La muerte pone a prueba al amor. La capacidad de aceptación
del dolor del otro permite la evolución normal del duelo, mientras que su
disimulo o prohibición promueven el estancamiento de la tristeza. Esta
detención del flujo emocional dirigido a la aceptación de la pérdida entraña la
instalación del odio, culpa y angustia, ligada a la expectativa de recibir de
alguien el afecto perdido. La consecuencia es la confusión amorosa, las
personas buscarán ser consoladas en sus lazos eróticos, en vez de amar no
cesarán en su búsqueda de protección.
En el caso de la madre o padre sobreviviente, puede surgir
una absorción de la vida de los hijos, exigiéndoles cuidado y protección, lo
cual deriva en la carencia de legitimidad de la existencia independiente de
ellos. Por lo tanto, se hace imposible la desvinculación y la emancipación. Los
hijos viven eternamente con la sensación de fracaso en su tarea de proteger a
su progenitor. Conlleva una deuda imposible de pagar, porque un hijo no puede
hacerse cargo de un adulto.
En estas familias disfuncionales es frecuente encontrar que
el vínculo estrecho con uno de los hijos ocasiona el abandono de los otros. Las
relaciones fraternas se ven perjudicadas ocasionándose celos y envidia tanto
del hijo simbiotizado por la madre o el padre como de los hermanitos
desplazados.
La desolación en la madre o el padre, puede activar la
búsqueda de protección en alguien dispuesto a vincularse con la viudez. Esto ha
de producir un enmarañamiento de sentimientos: el enamoramiento es capaz de
anestesiar el dolor debido a la intensidad de la pasión desplegada en la nueva
relación. La tristeza se ha escondido en el deslumbramiento del deseo y los
juegos del amor. Es posible el desatino, como definir un nuevo matrimonio sin
haber resuelto el duelo. Las consecuencias pueden ser desastrosas para los
hijos, no podrán asimilar a la nueva persona como sustituto del difunto y
considerarán al progenitor sobreviviente como un traidor si es el padre o
traidora si es la madre.
En el caso de la muerte de un hijo, el proceso de organización
familiar es mucho más difícil. La muerte de un hijo es la experiencia más
dolorosa en la vida de las personas[7].
En algunos casos promueve la ruptura de la relación conyugal[8],
porque la pareja es incapaz de sobrellevar el dolor debido a la emergencia de
la culpa. En otros, al contrario el vínculo amoroso se fortalece[9].

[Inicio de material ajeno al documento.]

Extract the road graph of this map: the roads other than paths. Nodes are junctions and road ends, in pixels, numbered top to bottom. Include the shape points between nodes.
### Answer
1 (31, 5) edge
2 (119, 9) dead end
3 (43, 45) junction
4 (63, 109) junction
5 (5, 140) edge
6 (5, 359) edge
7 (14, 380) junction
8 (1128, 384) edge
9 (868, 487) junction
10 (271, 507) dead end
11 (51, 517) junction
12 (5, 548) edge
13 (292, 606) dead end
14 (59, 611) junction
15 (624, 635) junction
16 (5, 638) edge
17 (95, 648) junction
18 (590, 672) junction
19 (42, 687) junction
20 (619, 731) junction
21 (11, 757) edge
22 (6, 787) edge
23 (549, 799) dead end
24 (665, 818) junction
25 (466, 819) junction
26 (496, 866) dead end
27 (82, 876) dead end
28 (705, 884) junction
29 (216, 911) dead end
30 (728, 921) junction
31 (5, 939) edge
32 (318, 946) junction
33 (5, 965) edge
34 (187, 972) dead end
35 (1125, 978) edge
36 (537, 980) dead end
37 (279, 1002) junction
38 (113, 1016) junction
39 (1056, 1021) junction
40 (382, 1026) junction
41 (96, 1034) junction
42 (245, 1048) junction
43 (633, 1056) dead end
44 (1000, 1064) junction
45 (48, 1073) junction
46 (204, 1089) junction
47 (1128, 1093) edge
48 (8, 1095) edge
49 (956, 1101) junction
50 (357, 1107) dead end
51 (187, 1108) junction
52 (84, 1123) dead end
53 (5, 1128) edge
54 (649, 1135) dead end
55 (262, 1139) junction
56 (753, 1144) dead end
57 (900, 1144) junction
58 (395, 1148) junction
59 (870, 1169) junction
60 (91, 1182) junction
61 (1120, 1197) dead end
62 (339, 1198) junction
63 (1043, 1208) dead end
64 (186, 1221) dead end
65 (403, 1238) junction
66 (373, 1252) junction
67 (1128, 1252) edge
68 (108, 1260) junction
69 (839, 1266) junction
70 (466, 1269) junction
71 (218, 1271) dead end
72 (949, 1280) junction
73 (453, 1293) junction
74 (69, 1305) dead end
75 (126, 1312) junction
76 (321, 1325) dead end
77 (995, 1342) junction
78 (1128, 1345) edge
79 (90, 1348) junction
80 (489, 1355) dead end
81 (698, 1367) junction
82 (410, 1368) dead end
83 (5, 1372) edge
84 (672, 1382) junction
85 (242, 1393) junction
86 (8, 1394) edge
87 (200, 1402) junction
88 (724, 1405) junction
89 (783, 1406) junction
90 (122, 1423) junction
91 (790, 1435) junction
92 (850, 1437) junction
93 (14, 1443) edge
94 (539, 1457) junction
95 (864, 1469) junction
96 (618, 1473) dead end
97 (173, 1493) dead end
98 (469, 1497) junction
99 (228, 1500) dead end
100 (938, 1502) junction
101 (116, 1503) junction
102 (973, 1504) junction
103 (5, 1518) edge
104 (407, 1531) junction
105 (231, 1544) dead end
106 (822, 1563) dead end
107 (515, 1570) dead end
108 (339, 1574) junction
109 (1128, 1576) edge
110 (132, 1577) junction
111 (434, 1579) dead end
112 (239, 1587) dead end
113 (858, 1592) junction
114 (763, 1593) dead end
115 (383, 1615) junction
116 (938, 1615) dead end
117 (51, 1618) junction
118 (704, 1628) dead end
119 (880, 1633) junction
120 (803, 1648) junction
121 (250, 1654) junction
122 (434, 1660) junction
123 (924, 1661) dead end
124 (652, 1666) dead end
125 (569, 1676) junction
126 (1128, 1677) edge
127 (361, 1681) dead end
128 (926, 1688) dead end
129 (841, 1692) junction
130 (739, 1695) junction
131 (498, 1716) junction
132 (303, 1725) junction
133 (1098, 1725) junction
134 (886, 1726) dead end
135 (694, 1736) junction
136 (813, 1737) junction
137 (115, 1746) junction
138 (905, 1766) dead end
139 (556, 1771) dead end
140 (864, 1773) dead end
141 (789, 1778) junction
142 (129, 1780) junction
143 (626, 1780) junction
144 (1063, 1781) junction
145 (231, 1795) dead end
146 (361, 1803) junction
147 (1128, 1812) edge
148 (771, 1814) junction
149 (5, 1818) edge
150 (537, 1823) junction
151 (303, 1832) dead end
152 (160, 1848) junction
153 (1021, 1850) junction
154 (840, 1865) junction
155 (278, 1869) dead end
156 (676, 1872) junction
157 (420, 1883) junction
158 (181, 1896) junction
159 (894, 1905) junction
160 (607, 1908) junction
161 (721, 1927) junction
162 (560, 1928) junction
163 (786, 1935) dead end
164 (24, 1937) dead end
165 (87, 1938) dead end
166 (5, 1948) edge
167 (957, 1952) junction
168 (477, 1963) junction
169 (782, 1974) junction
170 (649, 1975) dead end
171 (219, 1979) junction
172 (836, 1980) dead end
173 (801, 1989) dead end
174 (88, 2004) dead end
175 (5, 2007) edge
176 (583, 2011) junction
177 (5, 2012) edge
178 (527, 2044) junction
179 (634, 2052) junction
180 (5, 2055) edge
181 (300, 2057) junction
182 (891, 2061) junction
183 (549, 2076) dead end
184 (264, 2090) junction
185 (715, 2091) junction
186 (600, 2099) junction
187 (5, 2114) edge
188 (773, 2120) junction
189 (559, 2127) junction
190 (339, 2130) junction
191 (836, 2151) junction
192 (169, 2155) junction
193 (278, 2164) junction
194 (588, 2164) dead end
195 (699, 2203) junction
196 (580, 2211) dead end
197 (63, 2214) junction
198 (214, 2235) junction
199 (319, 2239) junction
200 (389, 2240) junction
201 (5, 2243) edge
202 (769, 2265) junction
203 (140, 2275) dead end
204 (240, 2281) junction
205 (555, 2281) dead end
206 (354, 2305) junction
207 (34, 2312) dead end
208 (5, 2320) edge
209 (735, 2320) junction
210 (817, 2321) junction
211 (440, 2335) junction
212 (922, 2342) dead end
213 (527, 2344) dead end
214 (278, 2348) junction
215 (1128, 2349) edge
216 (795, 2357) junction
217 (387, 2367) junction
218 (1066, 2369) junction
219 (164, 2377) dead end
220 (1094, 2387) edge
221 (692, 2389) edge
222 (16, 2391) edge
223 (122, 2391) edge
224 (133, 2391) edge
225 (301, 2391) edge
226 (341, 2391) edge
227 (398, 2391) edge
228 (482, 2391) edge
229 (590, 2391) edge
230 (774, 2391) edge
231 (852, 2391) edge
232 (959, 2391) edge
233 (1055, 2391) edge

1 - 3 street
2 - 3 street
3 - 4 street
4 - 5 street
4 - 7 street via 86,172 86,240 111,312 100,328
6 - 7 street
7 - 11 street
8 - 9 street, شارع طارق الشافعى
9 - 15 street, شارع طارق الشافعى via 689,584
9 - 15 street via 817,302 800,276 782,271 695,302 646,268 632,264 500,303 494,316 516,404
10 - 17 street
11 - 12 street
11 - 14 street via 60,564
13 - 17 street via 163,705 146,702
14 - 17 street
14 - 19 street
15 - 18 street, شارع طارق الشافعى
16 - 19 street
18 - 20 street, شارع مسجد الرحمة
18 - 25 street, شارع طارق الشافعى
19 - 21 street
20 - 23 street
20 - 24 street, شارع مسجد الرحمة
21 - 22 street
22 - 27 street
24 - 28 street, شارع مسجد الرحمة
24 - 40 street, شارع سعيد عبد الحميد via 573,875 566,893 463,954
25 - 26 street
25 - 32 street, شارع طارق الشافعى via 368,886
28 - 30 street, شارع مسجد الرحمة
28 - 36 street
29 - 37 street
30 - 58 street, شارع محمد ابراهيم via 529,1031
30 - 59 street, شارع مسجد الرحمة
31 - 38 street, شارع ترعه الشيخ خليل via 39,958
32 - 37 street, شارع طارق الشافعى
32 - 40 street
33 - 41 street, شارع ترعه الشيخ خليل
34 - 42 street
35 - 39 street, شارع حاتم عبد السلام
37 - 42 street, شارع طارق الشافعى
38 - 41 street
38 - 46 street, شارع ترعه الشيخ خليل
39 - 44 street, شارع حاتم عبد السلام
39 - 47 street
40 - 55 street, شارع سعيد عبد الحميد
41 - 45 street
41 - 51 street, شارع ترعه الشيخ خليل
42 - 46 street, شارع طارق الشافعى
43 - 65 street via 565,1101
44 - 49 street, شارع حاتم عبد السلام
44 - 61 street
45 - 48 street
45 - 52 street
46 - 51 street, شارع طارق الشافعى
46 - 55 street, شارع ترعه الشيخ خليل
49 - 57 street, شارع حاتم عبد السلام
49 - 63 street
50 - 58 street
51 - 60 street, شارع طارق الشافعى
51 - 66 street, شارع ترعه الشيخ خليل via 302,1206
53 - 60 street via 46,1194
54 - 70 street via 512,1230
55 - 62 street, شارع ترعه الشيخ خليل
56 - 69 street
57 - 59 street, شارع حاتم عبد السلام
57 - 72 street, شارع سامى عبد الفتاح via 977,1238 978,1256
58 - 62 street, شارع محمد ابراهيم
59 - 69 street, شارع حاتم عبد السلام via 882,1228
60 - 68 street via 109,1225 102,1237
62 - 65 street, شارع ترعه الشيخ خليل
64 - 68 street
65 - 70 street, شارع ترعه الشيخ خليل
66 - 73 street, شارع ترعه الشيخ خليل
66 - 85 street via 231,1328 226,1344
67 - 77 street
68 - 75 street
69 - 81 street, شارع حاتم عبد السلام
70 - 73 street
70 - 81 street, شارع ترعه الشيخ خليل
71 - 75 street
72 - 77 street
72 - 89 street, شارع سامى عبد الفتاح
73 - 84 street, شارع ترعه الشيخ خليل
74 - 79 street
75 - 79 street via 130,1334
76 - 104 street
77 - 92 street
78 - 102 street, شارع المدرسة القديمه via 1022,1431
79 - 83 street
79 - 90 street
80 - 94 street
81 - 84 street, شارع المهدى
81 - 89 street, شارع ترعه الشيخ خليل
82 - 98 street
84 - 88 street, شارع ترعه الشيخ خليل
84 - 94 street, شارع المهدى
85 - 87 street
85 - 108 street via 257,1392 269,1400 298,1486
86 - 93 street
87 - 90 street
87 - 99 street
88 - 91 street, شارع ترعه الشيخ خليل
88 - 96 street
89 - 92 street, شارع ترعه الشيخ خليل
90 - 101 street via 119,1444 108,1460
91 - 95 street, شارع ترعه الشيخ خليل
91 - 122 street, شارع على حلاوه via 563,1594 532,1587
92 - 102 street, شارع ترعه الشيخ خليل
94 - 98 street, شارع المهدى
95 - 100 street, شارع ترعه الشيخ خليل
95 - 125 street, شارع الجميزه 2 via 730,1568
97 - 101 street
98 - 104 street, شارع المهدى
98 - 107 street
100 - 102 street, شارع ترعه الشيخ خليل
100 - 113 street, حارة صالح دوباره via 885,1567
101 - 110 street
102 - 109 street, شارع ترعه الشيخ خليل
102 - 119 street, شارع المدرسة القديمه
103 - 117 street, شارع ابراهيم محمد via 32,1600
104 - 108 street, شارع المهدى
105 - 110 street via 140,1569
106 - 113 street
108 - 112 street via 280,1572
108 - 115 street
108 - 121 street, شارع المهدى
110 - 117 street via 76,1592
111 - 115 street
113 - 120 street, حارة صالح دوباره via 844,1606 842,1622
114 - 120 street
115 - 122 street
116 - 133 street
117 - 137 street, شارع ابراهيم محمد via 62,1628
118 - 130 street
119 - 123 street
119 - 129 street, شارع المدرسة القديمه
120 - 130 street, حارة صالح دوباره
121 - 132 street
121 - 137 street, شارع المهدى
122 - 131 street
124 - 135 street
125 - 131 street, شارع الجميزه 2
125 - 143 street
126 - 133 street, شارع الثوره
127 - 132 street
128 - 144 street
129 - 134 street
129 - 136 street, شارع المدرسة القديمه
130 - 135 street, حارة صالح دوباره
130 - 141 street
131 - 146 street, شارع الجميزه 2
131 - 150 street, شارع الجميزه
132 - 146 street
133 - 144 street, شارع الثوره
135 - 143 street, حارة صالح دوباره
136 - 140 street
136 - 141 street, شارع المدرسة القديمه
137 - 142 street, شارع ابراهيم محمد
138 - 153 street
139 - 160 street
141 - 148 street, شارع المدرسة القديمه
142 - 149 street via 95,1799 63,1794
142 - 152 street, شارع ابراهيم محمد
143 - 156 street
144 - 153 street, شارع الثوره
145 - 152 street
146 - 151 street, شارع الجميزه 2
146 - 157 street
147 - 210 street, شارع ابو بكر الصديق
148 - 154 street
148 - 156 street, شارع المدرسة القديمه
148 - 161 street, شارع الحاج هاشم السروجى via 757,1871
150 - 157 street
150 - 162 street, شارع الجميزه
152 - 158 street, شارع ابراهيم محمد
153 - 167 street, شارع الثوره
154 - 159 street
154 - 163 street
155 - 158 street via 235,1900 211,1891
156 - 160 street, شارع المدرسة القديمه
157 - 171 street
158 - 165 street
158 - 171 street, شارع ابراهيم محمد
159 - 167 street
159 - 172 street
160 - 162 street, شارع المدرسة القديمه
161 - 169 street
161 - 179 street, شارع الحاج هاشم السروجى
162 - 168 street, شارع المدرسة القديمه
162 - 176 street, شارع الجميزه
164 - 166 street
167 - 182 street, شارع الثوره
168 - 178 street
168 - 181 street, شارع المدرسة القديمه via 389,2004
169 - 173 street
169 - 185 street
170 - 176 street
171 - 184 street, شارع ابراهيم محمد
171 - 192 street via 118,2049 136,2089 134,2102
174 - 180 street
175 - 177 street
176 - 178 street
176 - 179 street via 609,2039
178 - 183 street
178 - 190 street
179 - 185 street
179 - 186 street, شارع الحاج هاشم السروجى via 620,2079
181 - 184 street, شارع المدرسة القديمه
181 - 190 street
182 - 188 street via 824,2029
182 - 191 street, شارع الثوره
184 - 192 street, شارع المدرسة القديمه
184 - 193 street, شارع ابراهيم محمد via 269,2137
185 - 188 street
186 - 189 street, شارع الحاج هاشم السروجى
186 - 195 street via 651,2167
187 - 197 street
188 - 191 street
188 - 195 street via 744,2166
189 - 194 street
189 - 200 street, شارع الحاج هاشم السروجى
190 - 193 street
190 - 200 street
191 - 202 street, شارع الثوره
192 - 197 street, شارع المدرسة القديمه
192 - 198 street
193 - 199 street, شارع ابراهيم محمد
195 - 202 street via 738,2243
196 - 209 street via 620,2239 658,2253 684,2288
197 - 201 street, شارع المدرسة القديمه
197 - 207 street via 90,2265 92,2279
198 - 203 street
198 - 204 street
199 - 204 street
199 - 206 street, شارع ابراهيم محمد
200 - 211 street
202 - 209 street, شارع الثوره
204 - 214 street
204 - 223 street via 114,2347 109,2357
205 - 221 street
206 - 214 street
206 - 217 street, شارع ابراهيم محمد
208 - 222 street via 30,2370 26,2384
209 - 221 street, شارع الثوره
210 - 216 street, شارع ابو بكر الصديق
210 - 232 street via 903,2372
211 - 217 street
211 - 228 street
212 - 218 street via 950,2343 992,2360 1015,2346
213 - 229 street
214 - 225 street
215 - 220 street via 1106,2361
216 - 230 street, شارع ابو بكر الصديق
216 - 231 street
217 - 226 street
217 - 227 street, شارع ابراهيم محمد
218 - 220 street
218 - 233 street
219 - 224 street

Es probable que en uno y otro caso dependa de la funcionalidad conyugal y del
apoyo social[10].
La muerte de un hermano produce un proceso de duelo complejo
en los niños, debido a la tristeza de sus padres, muchas veces es complicado
para ellos consolar y proteger a sus hijos ante la devastadora experiencia de
la pérdida. El duelo en los hermanos dependerá del tipo de lazo con el difunto.
Si la relación era conflictiva, es probable el desarrollo del sentimiento de
culpa, si al contrario era armónica, la resolución del duelo se hará menos
complicada[11]
La situación es mucho más grave en familias monoparentales
en las cuales la madre ha centrado el sentido de su existencia en el amor a sus
hijos. La muerte de uno de ellos conlleva la peor desolación que un ser humano
pueda experimentar, si a ello se suma la pobreza y la falta de apoyo social,
las condiciones de estabilizarse después de la pérdida son muy pocas.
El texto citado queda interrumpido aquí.